In addition, recent studies have started to further analyze knowledge after extracting and classifying knowledge in order to obtain a comprehensive understanding of students’ knowledge construction and advancement (Blooma et al., 2013; Lin et al., 2013; Zhang et al., 2019). These studies focused on a single analytical perspective to analyze knowledge features, including the frequency of certain knowledge types and knowledge structures. For example, Blooma et al. (2013) counted the types of knowledge to capture knowledge characteristics in the CKC process. Results found that “procedural knowledge” was the most prominent knowledge while “meta-cognitive knowledge” was lacking. Zhang et al. (2019) used epistemic network analysis, a learning analytics method, to compare the epistemic network characteristics of teachers’ knowledge in different groups. Results found that the teachers with higher scores had a richer, more organized, and more flexible knowledge structure than teachers with lower scores. Although they made valuable attempts to analyze students’ knowledge, they often fall short of providing a deep insight into the complexity and dynamics of knowledge construction and development. On the one hand, knowledge has a hierarchical structure and organizational form, which requires a systematic method for classification, integration, and analysis (Daft & Lewin, 1993). On the other hand, knowledge is a dynamic concept constantly develops and evolves over time during students’ learning process (Nonaka et al., 2000). Due to the complexity and dynamics of knowledge, merely focusing on one analytical perspective may cause inconclusive and incomprehensible results. An integrated approach enables researchers to gain a comprehensive understanding of complex phenomena, avoid inconclusive or incomplete results, and leverage multiple perspectives to develop effective solutions (Kelley & Knowles, 2016; Sun et al., 2021). Considering the complex and dynamic characteristics of collaborative knowledge construction, it is necessary to use an integrated approach to analyze and understand students’ knowledge characteristics and evolutions.

Methodology

Research purposes and questions

This research’s purpose was to gain a deep understanding of the students’ knowledge characteristics and evolutions during the CKC process by using automatic knowledge analysis methods.

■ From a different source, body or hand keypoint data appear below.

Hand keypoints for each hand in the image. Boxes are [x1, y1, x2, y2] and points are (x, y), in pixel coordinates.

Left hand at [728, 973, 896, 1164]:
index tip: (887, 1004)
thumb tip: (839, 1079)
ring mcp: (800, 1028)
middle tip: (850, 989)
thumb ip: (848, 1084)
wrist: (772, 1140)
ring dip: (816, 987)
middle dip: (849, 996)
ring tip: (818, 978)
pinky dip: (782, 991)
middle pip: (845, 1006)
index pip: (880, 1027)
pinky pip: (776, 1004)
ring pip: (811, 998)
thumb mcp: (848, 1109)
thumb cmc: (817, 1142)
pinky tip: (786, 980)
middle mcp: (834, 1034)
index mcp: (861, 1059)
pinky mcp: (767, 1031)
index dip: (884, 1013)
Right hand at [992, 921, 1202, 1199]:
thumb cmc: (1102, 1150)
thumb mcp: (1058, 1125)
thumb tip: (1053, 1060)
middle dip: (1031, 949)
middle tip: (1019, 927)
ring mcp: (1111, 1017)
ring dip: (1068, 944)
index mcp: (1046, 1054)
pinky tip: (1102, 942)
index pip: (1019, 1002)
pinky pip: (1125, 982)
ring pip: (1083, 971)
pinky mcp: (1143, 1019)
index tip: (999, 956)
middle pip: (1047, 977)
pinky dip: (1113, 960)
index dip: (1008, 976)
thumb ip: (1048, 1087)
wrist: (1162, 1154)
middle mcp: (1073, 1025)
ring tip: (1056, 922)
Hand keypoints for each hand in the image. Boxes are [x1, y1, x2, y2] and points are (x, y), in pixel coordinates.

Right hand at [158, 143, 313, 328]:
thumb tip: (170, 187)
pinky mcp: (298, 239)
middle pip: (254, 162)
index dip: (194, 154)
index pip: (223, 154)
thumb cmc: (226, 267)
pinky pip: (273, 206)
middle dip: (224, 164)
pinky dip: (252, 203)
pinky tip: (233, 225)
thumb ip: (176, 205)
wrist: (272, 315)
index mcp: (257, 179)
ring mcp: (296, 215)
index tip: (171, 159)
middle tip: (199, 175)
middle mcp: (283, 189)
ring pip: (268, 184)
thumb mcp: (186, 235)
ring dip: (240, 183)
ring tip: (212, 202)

This research conducted a series of CSCCM activities supported with online discussions in an online collaborative concept mapping platform designed by the research team to facilitate higher education students’ CKC quality. Then, this research aimed to extract students’ knowledge generated in online discussions and compare semantic knowledge characteristics and evolutionary trends between pairs with high and low performances. There were two research questions:

RQ 1

What were the differences in semantic knowledge characteristics between pairs with high and low performances during the CSCCM process?

RQ 2

What were the differences in evolutionary trends of semantic knowledge between pairs with high and low performances during the CSCCM process?

Research context and participants

The research context was a four-day graduate-level online course titled “Educational Technology Development and Application” during summer 2022, offered at a top China’s research-intensive university. This course focused on learning theories, instructional practices, and technology applications, as well as development trends in educational technology.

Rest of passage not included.